O departamento de relações públicas da Automated Insight publicou recentemente um vídeo parcialmente sério respondendo à pergunta: “A Automated Insight usa robôs?” A resposta foi a seguinte: “Existe algo intrinsecamente divertido na palavra ‘robô’ e mais ainda na ideia de uma personagem do tipo Jetson puxando uma cadeira numa redação e atendendo o telefonema de uma empresa com uma caneta e um caderno na mão, pronto para anotações. Muito em breve, no entanto, a novidade do jornalismo automatizado vai desaparecer. E quando isso acontecer, acredito que iremos compreender que a palavra ‘robô’ foi erradamente utilizada desde o início.”

Will Oremus avalia:

“Determinar o que é e o que não é um robô é complicado devido à ausência de uma definição científica amplamente aceita. Deriva da palavra tcheca robota, que significa trabalho e foi popularizada por Karel Capek na peça de ficção científica R.U.R., na qual os humanos fabricavam ciborgues para lhes servirem de escravos. (Como não podia deixar de ser, os roboti se revoltavam e exterminavam a raça humana.)

“Atualmente, o Oxford English Dictionary define ‘robô’ como ‘uma máquina capaz de empreender uma série de ações complexas automaticamente, principalmente se for programável por um computador’. À primeira vista, esta definição pareceria suficientemente ampla para incluir o software de jornalismo – aliás, qualquer outro tipo de software. Isso, no entanto, até você ver, mais adiante, como o dicionário define máquina: ‘um aparelho que usa ou aplica energia mecânica’. Para um humano, escrever uma matéria pode, eventualmente, implicar a aplicação de alguma energia mecânica, mas não para o software da Automated Insight.”

Software

O jornalista questionou Robbie Allen sobre como então deveria ser chamado o “jornalista robô”. “Digamos que você é um editor e vê a manchete ‘Jornalistas-robôs estão escrevendo matérias na Associated Press’, disse eu. ‘O que você escreveria no lugar de ‘jornalistas-robôs’?’”. Allen substituiria o termo por “Plataforma Wordsmith da Automated Insight” ou “Plataforma que cria uma linguagem natural chamada Wordsmith.” Oremus pressionou por um termo mais curto e, depois de alguma discussão, os dois concordaram em “software”.

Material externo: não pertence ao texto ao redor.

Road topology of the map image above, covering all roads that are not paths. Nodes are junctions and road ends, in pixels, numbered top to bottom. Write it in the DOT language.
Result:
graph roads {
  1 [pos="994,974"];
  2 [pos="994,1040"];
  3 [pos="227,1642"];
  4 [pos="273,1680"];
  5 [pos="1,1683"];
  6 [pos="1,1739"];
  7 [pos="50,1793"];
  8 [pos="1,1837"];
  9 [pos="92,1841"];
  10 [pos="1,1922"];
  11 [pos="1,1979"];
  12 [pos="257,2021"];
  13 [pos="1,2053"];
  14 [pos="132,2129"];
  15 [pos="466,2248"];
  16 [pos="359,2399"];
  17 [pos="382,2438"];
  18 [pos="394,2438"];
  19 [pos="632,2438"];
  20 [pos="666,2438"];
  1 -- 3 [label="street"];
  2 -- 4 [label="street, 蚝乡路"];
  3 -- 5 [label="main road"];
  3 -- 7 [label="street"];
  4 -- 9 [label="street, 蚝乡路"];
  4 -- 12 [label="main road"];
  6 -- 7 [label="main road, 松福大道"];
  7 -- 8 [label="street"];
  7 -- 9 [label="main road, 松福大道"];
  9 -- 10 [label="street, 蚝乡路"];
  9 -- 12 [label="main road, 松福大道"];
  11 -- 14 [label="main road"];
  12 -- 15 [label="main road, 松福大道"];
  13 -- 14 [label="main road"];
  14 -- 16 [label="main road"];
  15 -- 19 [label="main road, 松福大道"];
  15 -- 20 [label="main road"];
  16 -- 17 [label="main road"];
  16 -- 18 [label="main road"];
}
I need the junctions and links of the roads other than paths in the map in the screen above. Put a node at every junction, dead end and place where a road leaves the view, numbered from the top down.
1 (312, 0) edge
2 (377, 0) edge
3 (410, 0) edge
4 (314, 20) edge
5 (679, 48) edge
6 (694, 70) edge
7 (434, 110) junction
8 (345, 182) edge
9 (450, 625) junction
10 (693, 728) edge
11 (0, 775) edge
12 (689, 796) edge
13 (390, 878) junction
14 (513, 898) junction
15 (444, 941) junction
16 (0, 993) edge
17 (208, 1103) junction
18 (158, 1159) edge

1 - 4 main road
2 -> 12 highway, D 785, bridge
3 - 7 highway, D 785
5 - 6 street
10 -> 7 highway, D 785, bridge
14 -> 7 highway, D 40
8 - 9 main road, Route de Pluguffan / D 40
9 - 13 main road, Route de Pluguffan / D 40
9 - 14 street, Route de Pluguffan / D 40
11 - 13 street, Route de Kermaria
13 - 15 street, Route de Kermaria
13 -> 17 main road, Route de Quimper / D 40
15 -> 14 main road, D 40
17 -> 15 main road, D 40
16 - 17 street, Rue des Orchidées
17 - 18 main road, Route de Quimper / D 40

Allen diz não saber ao certo como começou a história do “jornalista-robô”, mas tem algumas teorias sobre por que pegou. “Todo mundo precisa de algum tipo de imagem em sua matéria. Quando pensam sobre o tipo de imagem que representaria esta tecnologia, acho que um robô fazendo o que um humano costumava fazer é a coisa mais próxima que você iria encontrar.”

Todo o alvoroço sobre “robôs roubando nossos empregos”, diz Oremus, levou as pessoas a acharem que, se alguma nova tecnologia desenvolve uma tarefa tradicionalmente desempenhada por humanos, então deve ser um robô. Para ele, no entanto, o termo pode prejudicar a compreensão de “automação”.

“O tipo de automação que está revolucionando a economia tem a ver com software, e não com hardware”, explica. “Se o software do jornalismo fosse um robô, também o seriam o canal de notícias do Facebook, o algoritmo de recomendação do Netflix e a Pandora. Então, por que os redatores das manchetes não se referem a eles como robôs?”, questiona.

Ainda não se sabe se o software usado para compor textos jornalísticos pode vir a ameaçar os empregos dos jornalistas. A Associated Press afirma que, até o momento, não fez qualquer substituição em sua equipe editorial pelo software da Automated Insight. Apenas alterou suas funções para se centrarem mais no tipo de trabalho jornalístico criativo que um software (ainda) não pode desempenhar.